Infatti il suddetto nel 1857, sempre a Londra, ebbe modo di conoscere il chirurgo francese Simon François Bernard (Carcassonne, 28 gennaio 1817 – Londra, 25 novembre 1862), detto “le clubiste”, un fanatico fuggito in Inghilterra per scampare all'arresto per cospirazione in Francia.
Felice Orsini rimase sedotto dalle idee estremiste di Simon Francois Bernard, che gli prospettò l’idea della necessità di attentare a Napoleone III. La sua eliminazione avrebbe privato il Papa Pio IX (al secolo Giovanni Maria Mastai Ferretti – Senigallia, 13 maggio 1792 – Roma, 7 febbraio 1878) della decisiva protezione francese dello Stato Pontificio, fatto che impediva la sua possibile riunificazione all'Italia.
Profondamente convinto dalle idee di Simon Francois Bernard, Felice Orsini ruppe i rapporti con Giuseppe Mazzini e con la sua strategia politica, da lui giudicata "perdente" e pertanto senza alcuna ricaduta concreta.

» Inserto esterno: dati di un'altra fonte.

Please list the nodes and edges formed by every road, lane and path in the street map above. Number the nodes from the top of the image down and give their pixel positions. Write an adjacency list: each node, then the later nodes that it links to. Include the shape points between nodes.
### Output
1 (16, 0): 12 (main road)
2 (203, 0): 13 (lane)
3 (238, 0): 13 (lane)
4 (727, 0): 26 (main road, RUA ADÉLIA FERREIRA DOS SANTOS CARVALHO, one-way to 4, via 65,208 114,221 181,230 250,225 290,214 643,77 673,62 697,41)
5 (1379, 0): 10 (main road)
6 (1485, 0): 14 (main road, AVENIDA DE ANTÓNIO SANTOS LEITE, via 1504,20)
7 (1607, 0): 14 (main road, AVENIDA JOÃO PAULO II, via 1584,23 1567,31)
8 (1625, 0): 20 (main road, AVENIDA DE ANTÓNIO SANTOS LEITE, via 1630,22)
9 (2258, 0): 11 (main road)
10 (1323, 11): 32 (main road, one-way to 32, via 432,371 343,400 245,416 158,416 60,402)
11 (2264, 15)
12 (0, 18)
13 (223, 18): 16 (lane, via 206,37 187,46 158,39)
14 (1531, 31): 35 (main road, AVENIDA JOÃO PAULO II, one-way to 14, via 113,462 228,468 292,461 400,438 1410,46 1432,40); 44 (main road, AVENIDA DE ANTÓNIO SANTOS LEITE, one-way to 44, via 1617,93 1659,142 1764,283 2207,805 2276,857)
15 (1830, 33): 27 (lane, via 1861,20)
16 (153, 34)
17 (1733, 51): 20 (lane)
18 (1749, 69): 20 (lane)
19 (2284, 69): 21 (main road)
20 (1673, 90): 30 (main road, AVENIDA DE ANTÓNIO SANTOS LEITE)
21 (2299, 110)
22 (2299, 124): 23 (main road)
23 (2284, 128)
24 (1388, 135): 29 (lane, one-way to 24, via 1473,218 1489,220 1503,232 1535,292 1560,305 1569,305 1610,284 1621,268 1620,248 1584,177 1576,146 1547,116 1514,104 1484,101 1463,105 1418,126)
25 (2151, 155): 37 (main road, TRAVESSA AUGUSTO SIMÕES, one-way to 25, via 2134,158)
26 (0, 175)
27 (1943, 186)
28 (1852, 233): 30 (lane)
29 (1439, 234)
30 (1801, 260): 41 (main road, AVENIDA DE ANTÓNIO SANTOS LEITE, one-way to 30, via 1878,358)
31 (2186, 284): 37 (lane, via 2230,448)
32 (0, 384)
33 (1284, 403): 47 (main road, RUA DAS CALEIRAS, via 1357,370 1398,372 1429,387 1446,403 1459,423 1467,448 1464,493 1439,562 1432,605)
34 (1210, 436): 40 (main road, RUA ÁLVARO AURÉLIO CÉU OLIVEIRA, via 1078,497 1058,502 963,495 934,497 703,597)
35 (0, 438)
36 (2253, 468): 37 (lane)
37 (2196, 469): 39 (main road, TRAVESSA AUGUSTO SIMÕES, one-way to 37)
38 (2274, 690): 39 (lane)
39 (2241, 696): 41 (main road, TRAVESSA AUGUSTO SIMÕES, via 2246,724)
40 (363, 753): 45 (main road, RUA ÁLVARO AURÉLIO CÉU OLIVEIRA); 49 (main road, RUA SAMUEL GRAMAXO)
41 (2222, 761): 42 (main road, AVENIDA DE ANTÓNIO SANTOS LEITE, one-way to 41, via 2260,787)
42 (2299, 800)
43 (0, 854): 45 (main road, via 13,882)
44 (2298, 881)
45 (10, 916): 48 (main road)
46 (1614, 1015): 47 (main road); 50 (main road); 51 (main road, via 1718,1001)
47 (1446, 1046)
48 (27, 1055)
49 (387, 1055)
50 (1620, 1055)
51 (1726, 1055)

Conseguentemente decise di proseguire la sua attività cospirativa cominciando a organizzare l'assassinio di Napoleone III, con l'obiettivo ambizioso - ma illusorio - di innescare una rivoluzione in Francia che potesse propagarsi anche in Italia.
Tuttavia, per conoscere in modo approfondito la complessa figura di Felice Orsini e del contesto storico in cui visse e svolse la sua attività politico-cospirativa, rimandiamo alla lettura delle diverse autorevoli biografie che sono disponibili e facilmente reperibili.
Tuttavia, l’oggetto della presente trattazione vuole incentrarsi sulla tecnologia innovativa della bomba che, benché con la potenzialità intrinseca di produrre una strage, non riuscì a centrare l’obiettivo, impersonato dall’imperatore Napoleone III, probabilmente per la scelta impropria dell’esplosivo utilizzato, dovuto esclusivamente alla presenza del fulminato di mercurio, sia per l’innesco, che per la carica detonante.
La “Bomba all’Orsini” è una bomba a lancio manuale, generalmente sferica o a sezione ellittica, di ghisa che invece di utilizzare un innesco a “miccia” (o altro sistema a tempo per l’innesco) è tappezzata, sulla sua superficie, di protuberanze cave, i cosiddetti “luminelli”, sui quali si possono inserire le rispettive “capsule” di rame (o altre leghe), ricoperte internamente di un sottilissimo strato stabile di fulminato di mercurio. [Hg (CNO)2].
L’impatto della suddetta bomba, lanciata a mano, contro un ostacolo solido, con qualsiasi angolo fosse avvenuto il contatto, avrebbe attivato l’innesco delle piccole capsule (processo di detonazione) e conseguentemente della carica interna della bomba. Da tenere presente che nel corpo della bomba stessa, di regola si inserivano, già in tempi precedenti, chiodi, pezzi di ferro (del diametro da 5-8 cm) per aumentare la capacità lacerante dell’ordigno.
Da evidenziare che questa tipologia di bomba fu ideata da Felice Orsini probabilmente nel 1857, quando il suddetto soggiornò in Inghilterra e si appoggio alla collaborazione dell’armaiolo Joseph Taylor per la fabbricazione di 6 esemplari sul disegno fornito dallo stesso Felice Orsini.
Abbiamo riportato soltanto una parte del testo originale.